Lasusua,Koran Sultra – Pelayanan BLUD Djafar Harun Lasusua, Kabupaten Kolaka Utara (Kolut), Sulawesi Tenggara (Sultra) nyaris lumpuh, Pasalnya Dr.Anestesi Giovanny Sigading (35) warga Desa Tojabi Kecamatan Lasusua sementara berobat ke Makassar Sulawesi Selatan (Sulsel) akibat penganiayaan Keluarga Pasien terhadap dirinya.

Dirut BLUD Djafar Harun, Dr. Syarof Nur mengatakan, saat ini dengan tidak adanya Dr Anestesi di RS, semua pasien yang akan melakukan operasi bedah besar akan dirujuk keRumah Sakit lain.
“RS hanya bisa melakukan operasi ringan saja, seperti operasi Caesar (bedah melahirkan) bisa ditangani oleh Asisten Dokter, namun untuk operasi bedah tumor atau operasi besar harus yang melakukan suntikan bius (Anestesi) adalah Dr.

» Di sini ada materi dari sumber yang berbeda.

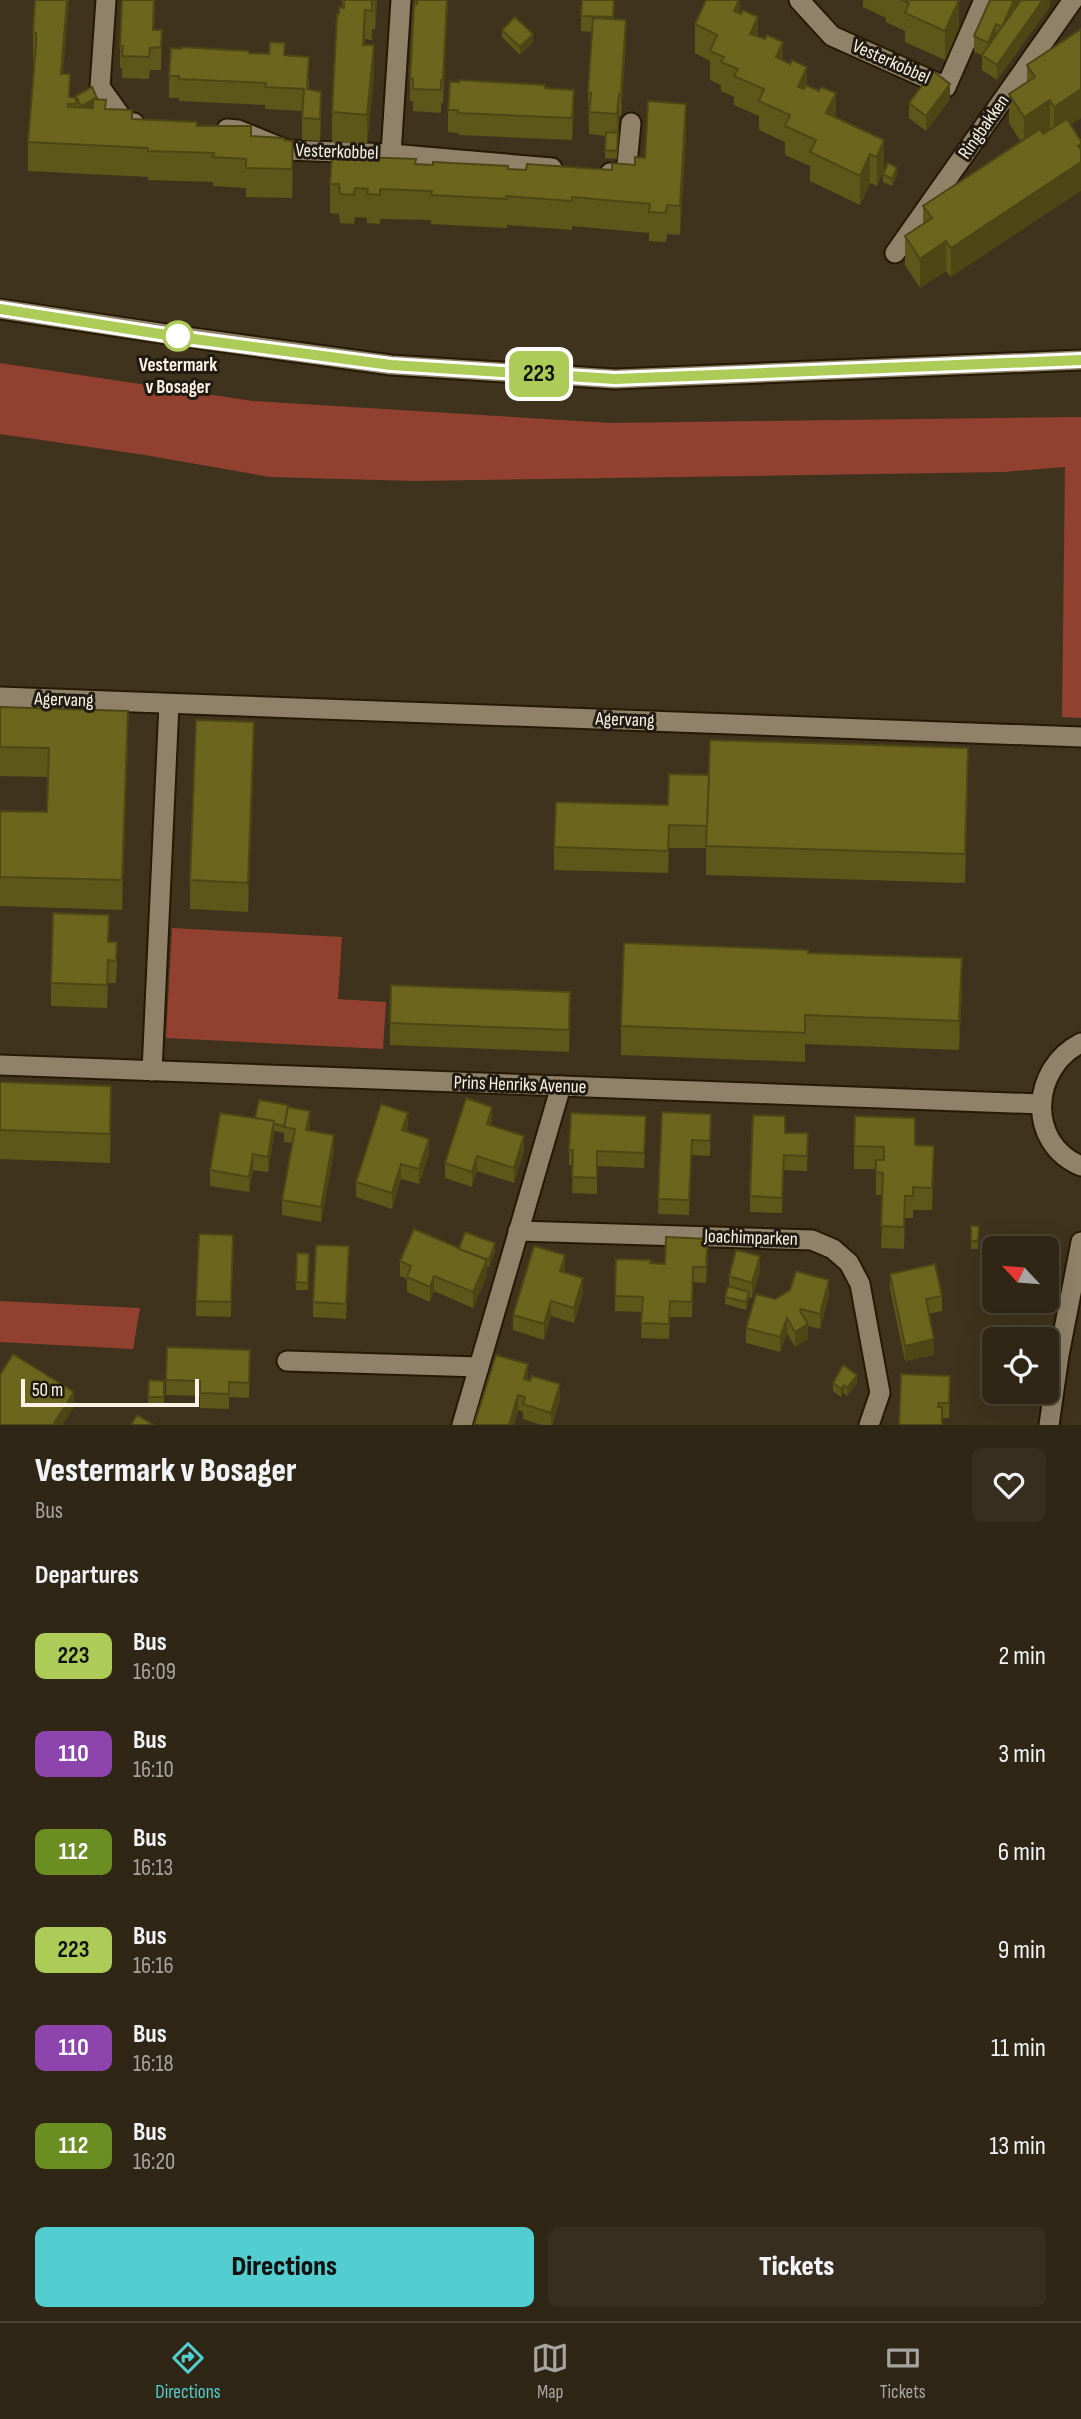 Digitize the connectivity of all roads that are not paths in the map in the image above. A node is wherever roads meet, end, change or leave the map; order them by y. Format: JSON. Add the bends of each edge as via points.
{"nodes":[{"id":1,"x":106,"y":0,"type":"edge"},
{"id":2,"x":401,"y":0,"type":"edge"},
{"id":3,"x":799,"y":0,"type":"edge"},
{"id":4,"x":984,"y":0,"type":"edge"},
{"id":5,"x":1073,"y":0,"type":"edge"},
{"id":6,"x":631,"y":123,"type":"dead end"},
{"id":7,"x":150,"y":124,"type":"edge"},
{"id":8,"x":213,"y":128,"type":"edge"},
{"id":9,"x":391,"y":154,"type":"junction"},
{"id":10,"x":895,"y":253,"type":"dead end"},
{"id":11,"x":0,"y":309,"type":"edge"},
{"id":12,"x":1081,"y":360,"type":"edge"},
{"id":13,"x":0,"y":697,"type":"edge"},
{"id":14,"x":169,"y":704,"type":"junction"},
{"id":15,"x":1081,"y":737,"type":"edge"},
{"id":16,"x":1081,"y":1043,"type":"edge"},
{"id":17,"x":0,"y":1065,"type":"edge"},
{"id":18,"x":152,"y":1071,"type":"junction"},
{"id":19,"x":561,"y":1086,"type":"junction"},
{"id":20,"x":1041,"y":1104,"type":"junction"},
{"id":21,"x":1081,"y":1166,"type":"edge"},
{"id":22,"x":518,"y":1231,"type":"junction"},
{"id":23,"x":1081,"y":1242,"type":"edge"},
{"id":24,"x":287,"y":1361,"type":"dead end"},
{"id":25,"x":479,"y":1367,"type":"junction"},
{"id":26,"x":461,"y":1425,"type":"edge"},
{"id":27,"x":869,"y":1425,"type":"edge"},
{"id":28,"x":1049,"y":1425,"type":"edge"}],
"edges":[{"from":1,"to":7,"type":"street","via":[[100,87],[125,122]]},
{"from":2,"to":9,"type":"street","name":"Vesterkobbel"},
{"from":3,"to":4,"type":"street","name":"Vesterkobbel","via":[[832,36],[946,87]]},
{"from":5,"to":10,"type":"street","name":"Ringbakken"},
{"from":6,"to":9,"type":"street","name":"Vesterkobbel","via":[[626,174]]},
{"from":8,"to":9,"type":"street","name":"Vesterkobbel","via":[[238,130],[287,150]]},
{"from":11,"to":12,"type":"street","via":[[391,365],[615,379]]},
{"from":13,"to":14,"type":"street","name":"Agervang"},
{"from":14,"to":15,"type":"street","name":"Agervang"},
{"from":14,"to":18,"type":"street"},
{"from":16,"to":20,"type":"street","via":[[1055,1063]]},
{"from":17,"to":18,"type":"street","name":"Prins Henriks Avenue"},
{"from":18,"to":19,"type":"street","name":"Prins Henriks Avenue"},
{"from":19,"to":20,"type":"street","name":"Prins Henriks Avenue"},
{"from":19,"to":22,"type":"street"},
{"from":20,"to":21,"type":"street","via":[[1045,1127],[1056,1147]]},
{"from":22,"to":25,"type":"street"},
{"from":22,"to":27,"type":"street","name":"Joachimparken","via":[[813,1240],[833,1249],[849,1263],[860,1284],[880,1393]]},
{"from":23,"to":28,"type":"street"},
{"from":24,"to":25,"type":"street"},
{"from":25,"to":26,"type":"street"}]}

Anestesi sebab ada fase yang dipertimbangkan Dr Anestesi sebelum dimulainya operasi,” jelasnya.

Lanjut Dr. Syarif, Dr Anestesi merupakan Dokter spesialis yang bertanggung jawab untuk memberikan Suntikan bius ke pasien yang akan menjalani presedur bedah atau operasi. selain memastikan pasiennya mati rasa juga memantau manajemen rasa sakit dan perawatan intensif pasien.

“Dr Anestesi tidak bisa sembarangan memberikan suntikan bius seenaknya. dia harus mempertimbangkan, kondisi pasien, jenis operasi apakah operasi besar maupun kecil, dan hasil tes darah,” ungkapnya.

Peran Dr Anestesi masih diperlukan saat berlangsungnya operasi dan memantau fungsi organatau tanda-tanda vital pasien serti denyut dan irama jantung, pernafasan, tekanan darah dan tingkat nyeri pasien.begitu juga Usai Operasi Dr Anestesi masih memegang peranan penting kepada kesadaran dan kondisi pasien selama fase pemulihan. maupun perawatan terhadap rasa nyeri 6ang muncul setelah operasi sehingga pasien merasa nyaman.ungkapnya.

Kami berharap kasus penganiayaan terhadap Dr. Giovanny yang terjadi diBLUD Djafar Harun Lasusua bisa diselesaikan dengan damai dengan tidak merugikan keduanya yang saling lapor kePolres Kolaka Utara, Sultra. ungkapnya.